The Court of Appeal in the UK recently held that a dancer, who was dismissed by adult entertainment club Stringfellows, was an independent contractor as opposed to an employee and was therefore not entitled to pursue a claim for unfair dismissal.

Background

A dancer was dismissed by Stringfellows for alleged drug-taking and drug-dealing. In response, she brought an unfair dismissals claim. The law in the UK, like Ireland, provides that only employees can bring unfair dismissals claims.

Stringfellows argued that the dancer was not entitled to bring the claim because she was an independent contractor and that it was industry practice to engage dancers on a self-employed basis.

Working Relationship

The agreement between the dancer and the club stated that the dancer was self-employed.   She was not required to work a set number of nights per week in the club but worked on a rota basis.  She could dance at other establishments when she was not rostered to dance at the club. She was paid through a voucher system, whereby the customers used vouchers for tipping dancers and the club then converted the vouchers collected into money for the dancers.  The dancer did not receive sick pay, holiday pay or any other benefits.  

However, the club made certain deductions from the money she earned, including a commission fee, a tip out fee and house fines. In addition, she was not allowed to sub-contract her work.  “House Rules” applied to the dancer, which included being required to give compulsory free dances and being fined for not doing so.

Tests Applied

In the first instance, the UK Employment Tribunal decided that she was an independent contractor. This was appealed by the dancer to the UK Employment Appeals Tribunal which decided that she was an employee. Stringfellows appealed this decision to the Court of Appeal and it was decided that she was an independent contractor. The Court of Appeal noted that the status of a worker is determined by an assessment of all the relevant facts. It is not enough to rely upon what is expressed in an agreement. In particular, it noted that the club did not pay the dancer. She was paid by the customers. She took the risk that she could be out of pocket after the club’s deductions were made from the money she earned. This element of financial risk and the fact that she did not receive any sick pay, holiday pay or benefits, indicated that she was self-employed.

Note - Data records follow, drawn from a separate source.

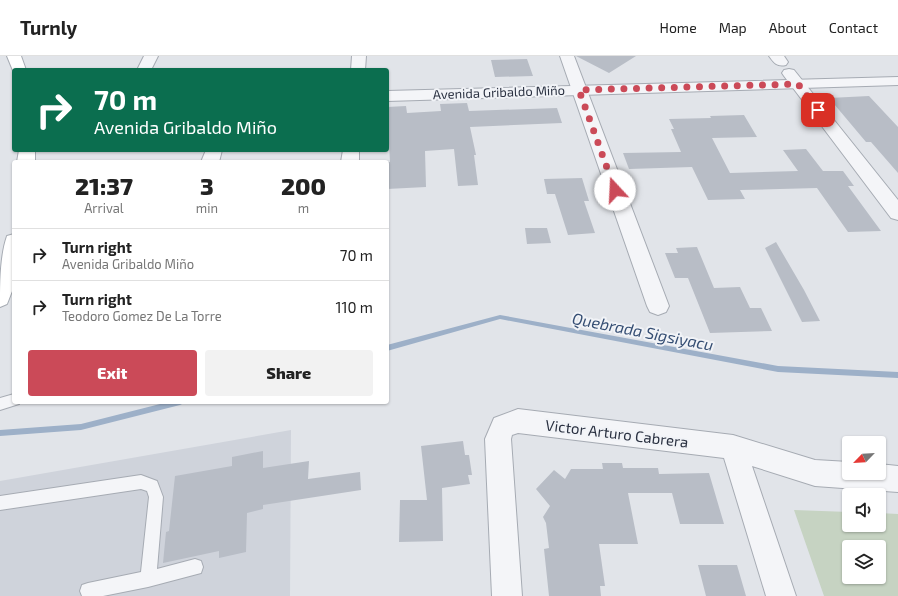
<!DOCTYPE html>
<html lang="en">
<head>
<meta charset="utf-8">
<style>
  :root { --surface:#fff; --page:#f2f2f2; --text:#222; --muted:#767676; --line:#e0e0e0; --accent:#cb4a58 }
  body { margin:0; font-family:"Exo 2",sans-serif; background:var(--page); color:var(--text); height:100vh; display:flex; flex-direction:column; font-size:15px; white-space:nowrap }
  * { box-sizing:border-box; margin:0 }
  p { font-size:13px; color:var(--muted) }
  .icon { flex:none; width:22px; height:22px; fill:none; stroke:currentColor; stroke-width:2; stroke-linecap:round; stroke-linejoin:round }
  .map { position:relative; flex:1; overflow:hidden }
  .drawer { position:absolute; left:12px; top:104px; width:377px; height:244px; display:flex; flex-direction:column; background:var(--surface); border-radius:4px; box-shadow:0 1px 3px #0004 }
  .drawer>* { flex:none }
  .guide { position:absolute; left:12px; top:12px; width:377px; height:84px; border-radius:4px; box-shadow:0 1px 3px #0004; background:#0b6e4f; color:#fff; overflow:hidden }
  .needle { width:26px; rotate:245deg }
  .fabs { position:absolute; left:842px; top:380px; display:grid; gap:8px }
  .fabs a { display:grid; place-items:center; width:44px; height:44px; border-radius:4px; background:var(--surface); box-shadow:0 1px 3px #0004; font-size:20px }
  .pin { position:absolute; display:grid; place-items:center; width:34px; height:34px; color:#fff; margin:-17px; border-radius:8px; box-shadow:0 2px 6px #0006 }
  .me { position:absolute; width:44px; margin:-22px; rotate:340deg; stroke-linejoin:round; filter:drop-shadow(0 0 3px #0008) }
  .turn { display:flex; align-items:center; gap:14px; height:84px; padding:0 16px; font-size:18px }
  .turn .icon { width:52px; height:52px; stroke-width:2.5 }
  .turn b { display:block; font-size:28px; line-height:34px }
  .eta { display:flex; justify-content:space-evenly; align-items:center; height:68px; text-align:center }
  .eta b { font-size:24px; font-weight:800; line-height:28px }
  .button { display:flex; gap:8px; margin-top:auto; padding:8px 16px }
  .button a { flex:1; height:46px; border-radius:4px; background:var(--accent); color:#fff; font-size:16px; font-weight:800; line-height:46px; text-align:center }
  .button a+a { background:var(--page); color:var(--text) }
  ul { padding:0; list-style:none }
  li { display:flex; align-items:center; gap:12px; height:52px; padding:0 16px; border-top:1px solid var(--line) }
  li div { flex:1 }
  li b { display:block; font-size:15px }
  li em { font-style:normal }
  header { display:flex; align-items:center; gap:24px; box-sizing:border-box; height:56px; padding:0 20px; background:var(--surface); border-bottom:1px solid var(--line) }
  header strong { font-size:19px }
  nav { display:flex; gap:22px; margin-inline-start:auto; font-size:14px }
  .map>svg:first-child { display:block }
  .built { fill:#cfd3db }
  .green { fill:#c6d3c2; fill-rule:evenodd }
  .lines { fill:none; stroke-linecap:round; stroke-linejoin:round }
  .stream { fill:#9db0c8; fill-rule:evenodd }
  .building { fill:#b8bdc6 }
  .service-casing { stroke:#a6abb3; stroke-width:2 }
  .minor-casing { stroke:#a6abb3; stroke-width:2 }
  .tertiary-casing { stroke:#a6abb3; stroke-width:2 }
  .secondary-casing { stroke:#a6abb3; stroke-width:2 }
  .service { fill:#f4f5f8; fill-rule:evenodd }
  .minor { fill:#f4f5f8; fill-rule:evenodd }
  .tertiary { fill:#f4f5f8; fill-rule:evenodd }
  .secondary { fill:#fff; fill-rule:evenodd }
  .route { stroke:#cb4a58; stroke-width:7; stroke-dasharray:0 12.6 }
  .labels { text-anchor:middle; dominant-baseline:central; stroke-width:4; stroke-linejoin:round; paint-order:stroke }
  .far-street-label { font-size:13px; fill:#2a3141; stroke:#f1f3f7 }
  .street-label { font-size:15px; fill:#2a3141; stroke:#f1f3f7 }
  .water-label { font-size:16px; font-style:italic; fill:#354e73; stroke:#f1f3f7 }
</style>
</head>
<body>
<header>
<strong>Turnly</strong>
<nav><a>Home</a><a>Map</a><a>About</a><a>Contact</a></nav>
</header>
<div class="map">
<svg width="898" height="540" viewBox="0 0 898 540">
  <rect width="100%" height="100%" fill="#e1e4e9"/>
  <!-- built -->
  <path class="built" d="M 291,374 L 290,540 L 0,540 L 0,425 Z"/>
  <!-- green -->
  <path class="green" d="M 794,454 L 849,456 L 849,469 L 879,469 L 879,457 L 898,458 L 898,540 L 824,540 ZM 849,491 L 879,491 L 879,521 L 849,521 Z"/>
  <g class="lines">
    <!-- stream -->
    <path class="stream" d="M 500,259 L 778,310 L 898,316 L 898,322 L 778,316 L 500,263 L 387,295 L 387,289 Z
      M 168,346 L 183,346 L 182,348 L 180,349 L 81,374 L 0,380 L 0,374 L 81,368 Z"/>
  </g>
  <!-- building -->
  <path class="building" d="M 576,0 L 636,0 L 609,17 Z
    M 527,3 L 533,20 L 495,21 L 491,4 Z
    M 869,40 L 898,71 L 898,117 L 871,86 L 866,86 L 829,42 Z
    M 467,47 L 469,55 L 557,52 L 562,67 L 470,71 L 476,99 L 474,99 L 478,129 L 458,130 L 454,93 L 425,95 L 426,131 L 387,133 L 387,106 L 390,106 L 387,51 L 406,50 L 407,57 L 441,55 L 440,48 Z
    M 744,59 L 757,81 L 712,82 L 730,117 L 798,115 L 783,94 L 806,93 L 823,115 L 843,115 L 854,130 L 848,130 L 881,175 L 848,176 L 817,132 L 740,134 L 745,143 L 708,144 L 692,111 L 629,113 L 623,97 L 681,96 L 671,73 L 674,73 L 669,63 L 711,62 L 710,60 Z
    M 582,122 L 589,145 L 584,145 L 595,177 L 568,179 L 555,138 L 547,138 L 544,123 Z
    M 525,172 L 547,172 L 551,187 L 527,188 Z
    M 776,186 L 804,234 L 820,265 L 802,266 L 765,192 Z
    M 697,191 L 714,232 L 740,231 L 750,252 L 761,252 L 772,275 L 710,277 L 688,222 L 675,222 L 665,197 L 678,197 L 676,192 Z
    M 463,385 L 465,399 L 469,399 L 472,419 L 468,419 L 470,428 L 442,432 L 443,485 L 399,486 L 400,444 L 427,444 L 421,390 Z
    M 263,395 L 263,412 L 309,405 L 308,423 L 360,416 L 361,434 L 263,449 L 263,453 L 247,457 L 246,496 L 219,502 L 219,495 L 163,507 L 166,476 L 169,475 L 175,420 L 232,410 L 232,401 Z
    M 602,407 L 622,407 L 623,412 L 658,412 L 659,418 L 709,417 L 724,468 L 680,468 L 672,437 L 628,437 L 638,488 L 599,488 L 605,530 L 600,530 L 601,540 L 549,540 L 544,493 L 549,492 L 546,467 L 543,461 L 550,450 L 536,433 L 554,414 L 565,423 L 571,413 L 603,413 Z
    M 698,509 L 737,509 L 746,540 L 706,540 Z"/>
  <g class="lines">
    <!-- service casing -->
    <g class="service-casing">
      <path id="service" d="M 14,338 L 14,346 L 20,346 L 19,348 L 0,354 L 0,342 Z
        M 141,419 L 157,425 L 163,441 L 157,513 L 195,503 L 201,505 L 203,511 L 201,517 L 148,531 L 103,540 L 82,540 L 80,535 L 82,529 L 88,527 L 141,516 L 149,441 L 147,435 L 141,433 L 0,454 L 0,440 Z"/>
    </g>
    <!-- minor casing -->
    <g class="minor-casing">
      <path id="minor" d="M 144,0 L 158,0 L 151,14 L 137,14 Z
        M 352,0 L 366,0 L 365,14 L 351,14 Z
        M 560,0 L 574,0 L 669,250 L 666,256 L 658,259 L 650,256 L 647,250 Z
        M 769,0 L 784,0 L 788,6 L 786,9 C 777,11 774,7 769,0 Z
        M 789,13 L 794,14 L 898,144 L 898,164 L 891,162 L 784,20 L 782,17 L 784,14 Z
        M 206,94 L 222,94 L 219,106 L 201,106 Z
        M 343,94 L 359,94 L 359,106 L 341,106 Z
        M 518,353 L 733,379 L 815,404 L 849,406 L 849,417 L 879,417 L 879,408 L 898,410 L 898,436 L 815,430 L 752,410 L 796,540 L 766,540 L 724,402 L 518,377 L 512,379 L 511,383 L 522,540 L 492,540 L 485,383 L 494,362 Z"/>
    </g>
    <!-- tertiary casing -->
    <g class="tertiary-casing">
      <path id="tertiary" d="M 898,21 L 898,29 L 387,45 L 387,35 Z"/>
    </g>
    <!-- secondary casing -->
    <g class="secondary-casing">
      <path id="secondary" d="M 7,0 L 21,0 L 26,14 L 14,14 L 14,17 Z
        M 19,94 L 35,94 L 35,106 L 17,106 Z
        M 14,178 L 14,230 L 7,248 L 0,251 C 0,228 0,200 7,180 Z"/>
    </g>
    <!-- service -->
    <use href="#service" class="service"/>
    <!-- minor -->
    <use href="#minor" class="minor"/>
    <!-- tertiary -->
    <use href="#tertiary" class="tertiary"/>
    <!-- secondary -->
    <use href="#secondary" class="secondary"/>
  </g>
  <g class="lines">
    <!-- route -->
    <path class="route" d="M 615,134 L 579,34 L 798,28 L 818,54"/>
  </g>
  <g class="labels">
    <!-- far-street labels -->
    <g class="far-street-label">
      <text transform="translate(499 36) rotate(-2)">Avenida Gribaldo Miño</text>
    </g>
    <!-- street labels -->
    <g class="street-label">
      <text transform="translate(617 377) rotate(7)">Victor Arturo Cabrera</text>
    </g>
    <!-- water labels -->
    <g class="water-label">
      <text transform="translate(643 275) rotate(11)">Quebrada Sigsiyacu</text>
    </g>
  </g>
</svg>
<div class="fabs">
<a><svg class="needle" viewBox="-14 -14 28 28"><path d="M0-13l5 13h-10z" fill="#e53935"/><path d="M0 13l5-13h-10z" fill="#767676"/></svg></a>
<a><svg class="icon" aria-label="sound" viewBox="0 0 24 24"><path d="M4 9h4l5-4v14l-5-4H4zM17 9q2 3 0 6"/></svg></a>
<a><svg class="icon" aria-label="layers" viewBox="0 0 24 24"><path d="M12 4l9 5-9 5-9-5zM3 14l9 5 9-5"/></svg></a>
</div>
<div class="pin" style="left:818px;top:54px;background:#d93025"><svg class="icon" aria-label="arrive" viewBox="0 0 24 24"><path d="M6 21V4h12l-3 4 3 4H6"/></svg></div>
<svg class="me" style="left:615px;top:134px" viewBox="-20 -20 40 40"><circle r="19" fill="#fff"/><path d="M0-13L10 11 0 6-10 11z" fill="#cb4a58"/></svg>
<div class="guide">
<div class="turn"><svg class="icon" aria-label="right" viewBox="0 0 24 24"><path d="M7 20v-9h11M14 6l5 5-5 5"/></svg><div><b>70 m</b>Avenida Gribaldo Miño</div></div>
</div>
<section class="drawer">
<div class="eta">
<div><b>21:37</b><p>Arrival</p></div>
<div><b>3</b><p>min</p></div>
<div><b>200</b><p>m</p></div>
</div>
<ul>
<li><svg class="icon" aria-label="right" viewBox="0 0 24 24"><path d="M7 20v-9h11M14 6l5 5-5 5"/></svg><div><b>Turn right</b><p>Avenida Gribaldo Miño</p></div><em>70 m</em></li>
<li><svg class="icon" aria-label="right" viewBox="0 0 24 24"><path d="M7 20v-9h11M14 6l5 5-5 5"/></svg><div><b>Turn right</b><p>Teodoro Gomez De La Torre</p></div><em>110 m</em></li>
</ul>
<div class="button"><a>Exit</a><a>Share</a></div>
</section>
</div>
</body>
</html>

The law in Ireland is similar to the law in the UK regarding the tests used to determine the status of a worker. This case serves as a reminder that it is not enough for employers to rely on the status given to a worker in an agreement. There are many tests to determine if a worker is an employee and the Courts and Tribunals will examine in detail the working relationship between the parties when applying these tests. It is important for employers to understand whether a worker is an employee as this will have legal and tax implications.